At the end of the second session, the DM said, "OK, while you guys are hiding out trying to rest, and the paladin's holy artifact mace breaks his Feeblemind," basically. He dressed it up, but that's what happened. We beat the adventure the next session.
Honestly, the DM just expected me not to fail the save, and maybe forgot that those things were command word activated. I still have that character saved on my Google Drive because it was such a good campaign. At 15th level as a single class human paladin I had a +15 Will save before any buffs, and Feeblemind was a 5th level spell then so from the trap that I triggered it was only DC 17. I literally had to roll a 1 to fail. My character had famously survived Disintegrate traps perhaps... two dozen times? Every time there was a trap that we missed, somehow I always managed to trigger it. It became a running joke that it was always Disintegrate magic. Part of the reason I was so good looking was because I exfoliated regularly!

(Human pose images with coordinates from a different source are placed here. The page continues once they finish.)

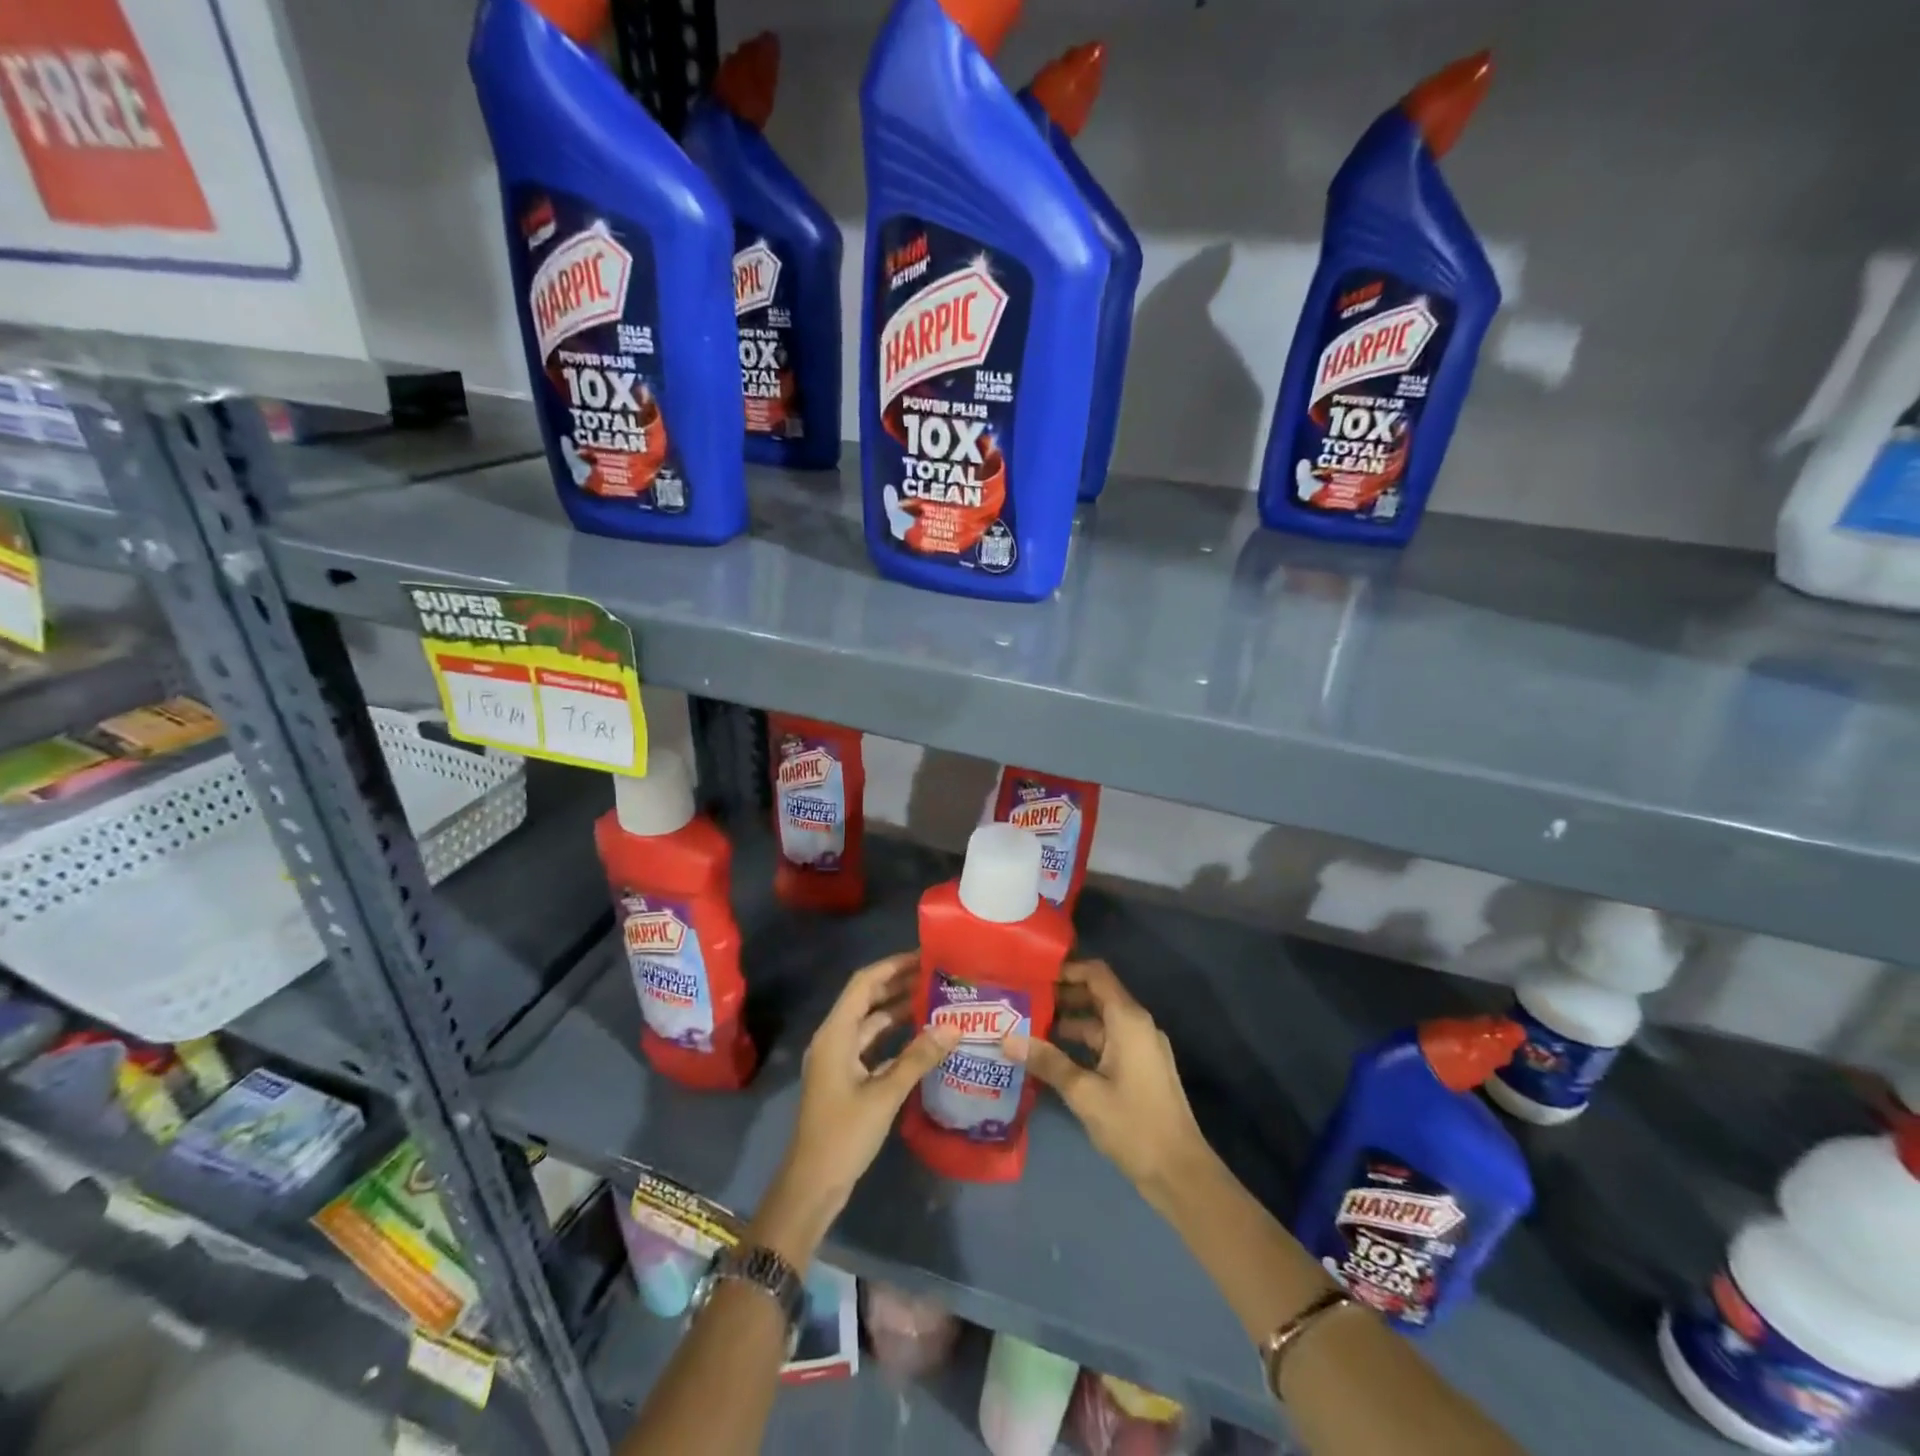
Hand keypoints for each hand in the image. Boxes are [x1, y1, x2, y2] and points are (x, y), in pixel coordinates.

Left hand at [755, 952, 957, 1264]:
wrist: (812, 1185)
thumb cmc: (843, 1134)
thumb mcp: (884, 1094)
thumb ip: (918, 1058)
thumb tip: (953, 1026)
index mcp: (835, 1033)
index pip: (864, 984)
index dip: (892, 966)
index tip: (924, 956)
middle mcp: (835, 1038)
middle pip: (867, 999)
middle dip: (899, 984)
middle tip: (937, 975)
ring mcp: (839, 1059)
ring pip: (871, 1023)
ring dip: (899, 1010)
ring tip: (936, 999)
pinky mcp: (847, 1078)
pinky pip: (873, 1046)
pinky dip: (895, 1038)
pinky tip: (923, 1038)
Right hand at [1008, 959, 1213, 1211]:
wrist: (1180, 1174)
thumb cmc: (1133, 1124)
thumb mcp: (1084, 1092)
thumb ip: (1047, 1061)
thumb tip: (1006, 1038)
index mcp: (1128, 1020)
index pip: (1096, 974)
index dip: (1067, 969)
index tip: (1034, 973)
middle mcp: (1137, 1025)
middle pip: (1097, 996)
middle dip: (1061, 997)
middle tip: (1023, 1001)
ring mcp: (1140, 1048)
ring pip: (1100, 1022)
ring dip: (1068, 1023)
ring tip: (1029, 1028)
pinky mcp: (1140, 1069)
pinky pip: (1107, 1043)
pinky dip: (1081, 1044)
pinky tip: (1053, 1058)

If I had it to do again, I would just tell the other players what was going on. The fact that my character was out of commission shouldn't remove me as a player from collaborative play. Several other characters in the party had high Int. They should be able to figure it out even if me as a player with no character is the one doing it. But few D&D players think the game plays like that, and even fewer thought like that ~20 years ago. Still, I have no doubt that most people that only play D&D even today would not like that.
That turned into a sort of bittersweet ending for a very, very long campaign. About 5 years spanning AD&D and the migration to 3e. Shortly after, I ended up taking a job and moved across the country for a few years like a month later. I've since moved back and play with mostly the same group, though. So definitely a happy ending really.